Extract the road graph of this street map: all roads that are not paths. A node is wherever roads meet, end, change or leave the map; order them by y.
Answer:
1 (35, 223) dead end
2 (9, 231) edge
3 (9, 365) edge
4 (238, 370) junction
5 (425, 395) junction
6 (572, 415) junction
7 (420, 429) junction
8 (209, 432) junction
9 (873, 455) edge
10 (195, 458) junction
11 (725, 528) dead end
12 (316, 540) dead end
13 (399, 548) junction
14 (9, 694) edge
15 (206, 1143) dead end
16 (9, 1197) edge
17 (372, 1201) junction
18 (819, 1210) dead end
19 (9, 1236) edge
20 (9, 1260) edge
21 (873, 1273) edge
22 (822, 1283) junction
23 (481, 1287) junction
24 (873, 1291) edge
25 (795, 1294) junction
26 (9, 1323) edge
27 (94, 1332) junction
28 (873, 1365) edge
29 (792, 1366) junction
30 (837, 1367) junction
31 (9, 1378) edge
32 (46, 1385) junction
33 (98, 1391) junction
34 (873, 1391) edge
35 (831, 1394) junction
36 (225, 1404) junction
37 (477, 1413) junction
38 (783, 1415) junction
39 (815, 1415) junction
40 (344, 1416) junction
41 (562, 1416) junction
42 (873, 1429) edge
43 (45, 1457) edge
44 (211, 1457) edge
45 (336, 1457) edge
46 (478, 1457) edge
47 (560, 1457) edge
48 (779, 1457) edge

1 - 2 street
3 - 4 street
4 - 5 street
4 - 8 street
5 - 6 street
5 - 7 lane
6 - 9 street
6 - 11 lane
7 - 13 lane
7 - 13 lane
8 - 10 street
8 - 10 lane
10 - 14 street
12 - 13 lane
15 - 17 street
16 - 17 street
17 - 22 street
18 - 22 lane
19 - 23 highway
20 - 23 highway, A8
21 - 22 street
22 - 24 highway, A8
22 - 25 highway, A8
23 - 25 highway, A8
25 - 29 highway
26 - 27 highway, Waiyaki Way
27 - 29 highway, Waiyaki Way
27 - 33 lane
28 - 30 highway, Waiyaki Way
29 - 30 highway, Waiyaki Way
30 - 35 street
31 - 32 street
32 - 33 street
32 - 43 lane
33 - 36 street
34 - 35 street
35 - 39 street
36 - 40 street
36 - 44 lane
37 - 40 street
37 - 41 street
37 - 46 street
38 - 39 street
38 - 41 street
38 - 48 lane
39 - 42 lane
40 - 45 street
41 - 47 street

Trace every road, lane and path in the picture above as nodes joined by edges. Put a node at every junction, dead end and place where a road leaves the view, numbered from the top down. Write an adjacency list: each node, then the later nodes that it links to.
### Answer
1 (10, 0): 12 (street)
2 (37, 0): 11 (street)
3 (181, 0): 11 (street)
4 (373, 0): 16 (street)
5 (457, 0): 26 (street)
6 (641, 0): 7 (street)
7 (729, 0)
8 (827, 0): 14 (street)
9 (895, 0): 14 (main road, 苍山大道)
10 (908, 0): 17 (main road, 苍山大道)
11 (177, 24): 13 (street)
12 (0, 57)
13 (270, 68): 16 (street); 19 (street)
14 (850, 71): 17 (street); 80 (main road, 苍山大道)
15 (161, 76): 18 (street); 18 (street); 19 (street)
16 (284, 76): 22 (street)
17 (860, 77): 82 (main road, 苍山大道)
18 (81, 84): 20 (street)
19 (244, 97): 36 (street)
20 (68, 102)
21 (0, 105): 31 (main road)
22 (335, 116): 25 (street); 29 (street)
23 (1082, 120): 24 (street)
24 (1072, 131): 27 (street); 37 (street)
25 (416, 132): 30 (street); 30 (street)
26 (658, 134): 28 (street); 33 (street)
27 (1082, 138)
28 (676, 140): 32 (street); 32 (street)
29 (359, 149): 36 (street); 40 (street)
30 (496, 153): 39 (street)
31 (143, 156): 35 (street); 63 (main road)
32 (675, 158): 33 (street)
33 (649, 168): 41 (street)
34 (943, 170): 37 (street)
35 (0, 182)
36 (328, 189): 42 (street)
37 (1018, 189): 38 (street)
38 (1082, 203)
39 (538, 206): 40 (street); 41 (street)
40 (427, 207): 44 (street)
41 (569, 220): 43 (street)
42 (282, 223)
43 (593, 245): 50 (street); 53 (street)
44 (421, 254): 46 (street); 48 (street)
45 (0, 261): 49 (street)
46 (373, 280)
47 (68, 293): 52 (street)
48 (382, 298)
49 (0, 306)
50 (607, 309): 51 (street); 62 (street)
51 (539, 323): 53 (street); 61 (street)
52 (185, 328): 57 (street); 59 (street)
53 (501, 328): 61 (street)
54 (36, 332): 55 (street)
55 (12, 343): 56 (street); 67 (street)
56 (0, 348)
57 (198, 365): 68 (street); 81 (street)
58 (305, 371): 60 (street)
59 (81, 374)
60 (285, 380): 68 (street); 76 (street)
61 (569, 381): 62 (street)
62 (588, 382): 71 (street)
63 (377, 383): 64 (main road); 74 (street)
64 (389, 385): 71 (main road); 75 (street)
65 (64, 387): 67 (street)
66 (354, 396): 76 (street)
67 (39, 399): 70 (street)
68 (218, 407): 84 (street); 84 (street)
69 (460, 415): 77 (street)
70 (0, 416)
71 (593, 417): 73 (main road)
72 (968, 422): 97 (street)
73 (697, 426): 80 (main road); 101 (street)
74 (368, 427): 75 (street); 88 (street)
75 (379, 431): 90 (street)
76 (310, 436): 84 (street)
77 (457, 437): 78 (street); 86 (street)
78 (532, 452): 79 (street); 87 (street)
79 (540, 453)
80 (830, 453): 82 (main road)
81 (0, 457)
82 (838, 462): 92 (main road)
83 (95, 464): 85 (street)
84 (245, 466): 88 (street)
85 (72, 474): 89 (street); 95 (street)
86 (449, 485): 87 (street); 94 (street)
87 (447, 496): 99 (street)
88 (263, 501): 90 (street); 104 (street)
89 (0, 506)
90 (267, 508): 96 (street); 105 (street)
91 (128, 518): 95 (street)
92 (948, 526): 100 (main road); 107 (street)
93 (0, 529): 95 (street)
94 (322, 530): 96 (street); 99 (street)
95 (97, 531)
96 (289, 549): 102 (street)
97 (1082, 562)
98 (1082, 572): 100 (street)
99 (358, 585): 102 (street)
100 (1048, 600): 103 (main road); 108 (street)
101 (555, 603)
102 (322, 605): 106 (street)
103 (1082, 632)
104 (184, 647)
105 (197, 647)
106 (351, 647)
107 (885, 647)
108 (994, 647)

• Problem details:
Output the listing above in full, exactly as written.

• Solution to this exercise:
Extract the road graph of this street map: all roads that are not paths. A node is wherever roads meet, end, change or leave the map; order them by y.
Answer:
1 (35, 223) dead end
2 (9, 231) edge
3 (9, 365) edge
4 (238, 370) junction
5 (425, 395) junction
6 (572, 415) junction
7 (420, 429) junction
8 (209, 432) junction
9 (873, 455) edge
10 (195, 458) junction
11 (725, 528) dead end
12 (316, 540) dead end
13 (399, 548) junction
14 (9, 694) edge
15 (206, 1143) dead end
16 (9, 1197) edge
17 (372, 1201) junction
18 (819, 1210) dead end
19 (9, 1236) edge
20 (9, 1260) edge
21 (873, 1273) edge
22 (822, 1283) junction
23 (481, 1287) junction
24 (873, 1291) edge
25 (795, 1294) junction
26 (9, 1323) edge
27 (94, 1332) junction
28 (873, 1365) edge
29 (792, 1366) junction
30 (837, 1367) junction
31 (9, 1378) edge
32 (46, 1385) junction
33 (98, 1391) junction
34 (873, 1391) edge
35 (831, 1394) junction
36 (225, 1404) junction
37 (477, 1413) junction
38 (783, 1415) junction
39 (815, 1415) junction
40 (344, 1416) junction
41 (562, 1416) junction
42 (873, 1429) edge
43 (45, 1457) edge
44 (211, 1457) edge
45 (336, 1457) edge
46 (478, 1457) edge
47 (560, 1457) edge
48 (779, 1457) edge

1 - 2 street
3 - 4 street
4 - 5 street
4 - 8 street
5 - 6 street
5 - 7 lane
6 - 9 street
6 - 11 lane
7 - 13 lane
7 - 13 lane
8 - 10 street
8 - 10 lane
10 - 14 street
12 - 13 lane
15 - 17 street
16 - 17 street
17 - 22 street
18 - 22 lane
19 - 23 highway
20 - 23 highway, A8
21 - 22 street
22 - 24 highway, A8
22 - 25 highway, A8
23 - 25 highway, A8
25 - 29 highway
26 - 27 highway, Waiyaki Way
27 - 29 highway, Waiyaki Way
27 - 33 lane
28 - 30 highway, Waiyaki Way
29 - 30 highway, Waiyaki Way
30 - 35 street
31 - 32 street
32 - 33 street
32 - 43 lane
33 - 36 street
34 - 35 street
35 - 39 street
36 - 40 street
36 - 44 lane
37 - 40 street
37 - 41 street
37 - 46 street
38 - 39 street
38 - 41 street
38 - 48 lane
39 - 42 lane
40 - 45 street
41 - 47 street

Trace every road, lane and path in the picture above as nodes joined by edges. Put a node at every junction, dead end and place where a road leaves the view, numbered from the top down. Write an adjacency list: each node, then the later nodes that it links to.
### Answer
1 (10, 0): 12 (street)
2 (37, 0): 11 (street)
3 (181, 0): 11 (street)
4 (373, 0): 16 (street)
5 (457, 0): 26 (street)
6 (641, 0): 7 (street)
7 (729, 0)
8 (827, 0): 14 (street)
9 (895, 0): 14 (main road, 苍山大道)
10 (908, 0): 17 (main road, 苍山大道)
11 (177, 24): 13 (street)
12 (0, 57)
13 (270, 68): 16 (street); 19 (street)
14 (850, 71): 17 (street); 80 (main road, 苍山大道)
15 (161, 76): 18 (street); 18 (street); 19 (street)
16 (284, 76): 22 (street)
17 (860, 77): 82 (main road, 苍山大道)
18 (81, 84): 20 (street)
19 (244, 97): 36 (street)
20 (68, 102)
21 (0, 105): 31 (main road)
22 (335, 116): 25 (street); 29 (street)
23 (1082, 120): 24 (street)
24 (1072, 131): 27 (street); 37 (street)
25 (416, 132): 30 (street); 30 (street)
26 (658, 134): 28 (street); 33 (street)
27 (1082, 138)
28 (676, 140): 32 (street); 32 (street)
29 (359, 149): 36 (street); 40 (street)
30 (496, 153): 39 (street)
31 (143, 156): 35 (street); 63 (main road)
32 (675, 158): 33 (street)
33 (649, 168): 41 (street)
34 (943, 170): 37 (street)
35 (0, 182)
36 (328, 189): 42 (street)
37 (1018, 189): 38 (street)
38 (1082, 203)
39 (538, 206): 40 (street); 41 (street)
40 (427, 207): 44 (street)
41 (569, 220): 43 (street)
42 (282, 223)
43 (593, 245): 50 (street); 53 (street)
44 (421, 254): 46 (street); 48 (street)
45 (0, 261): 49 (street)
46 (373, 280)
47 (68, 293): 52 (street)
48 (382, 298)
49 (0, 306)
50 (607, 309): 51 (street); 62 (street)
51 (539, 323): 53 (street); 61 (street)
52 (185, 328): 57 (street); 59 (street)
53 (501, 328): 61 (street)
54 (36, 332): 55 (street)
55 (12, 343): 56 (street); 67 (street)
56 (0, 348)
57 (198, 365): 68 (street); 81 (street)
58 (305, 371): 60 (street)
59 (81, 374)
60 (285, 380): 68 (street); 76 (street)
61 (569, 381): 62 (street)
62 (588, 382): 71 (street)
63 (377, 383): 64 (main road); 74 (street)
64 (389, 385): 71 (main road); 75 (street)
65 (64, 387): 67 (street)
66 (354, 396): 76 (street)
67 (39, 399): 70 (street)
68 (218, 407): 84 (street); 84 (street)
69 (460, 415): 77 (street)
70 (0, 416)
71 (593, 417): 73 (main road)
72 (968, 422): 97 (street)
73 (697, 426): 80 (main road); 101 (street)
74 (368, 427): 75 (street); 88 (street)
75 (379, 431): 90 (street)
76 (310, 436): 84 (street)
77 (457, 437): 78 (street); 86 (street)
78 (532, 452): 79 (street); 87 (street)
79 (540, 453)
80 (830, 453): 82 (main road)
81 (0, 457)
82 (838, 462): 92 (main road)
83 (95, 464): 85 (street)
84 (245, 466): 88 (street)
85 (72, 474): 89 (street); 95 (street)
86 (449, 485): 87 (street); 94 (street)
87 (447, 496): 99 (street)
88 (263, 501): 90 (street); 104 (street)
89 (0, 506)
90 (267, 508): 96 (street); 105 (street)
91 (128, 518): 95 (street)
92 (948, 526): 100 (main road); 107 (street)
93 (0, 529): 95 (street)
94 (322, 530): 96 (street); 99 (street)
95 (97, 531)
96 (289, 549): 102 (street)
97 (1082, 562)
98 (1082, 572): 100 (street)
99 (358, 585): 102 (street)
100 (1048, 600): 103 (main road); 108 (street)
101 (555, 603)
102 (322, 605): 106 (street)
103 (1082, 632)
104 (184, 647)
105 (197, 647)
106 (351, 647)
107 (885, 647)
108 (994, 647)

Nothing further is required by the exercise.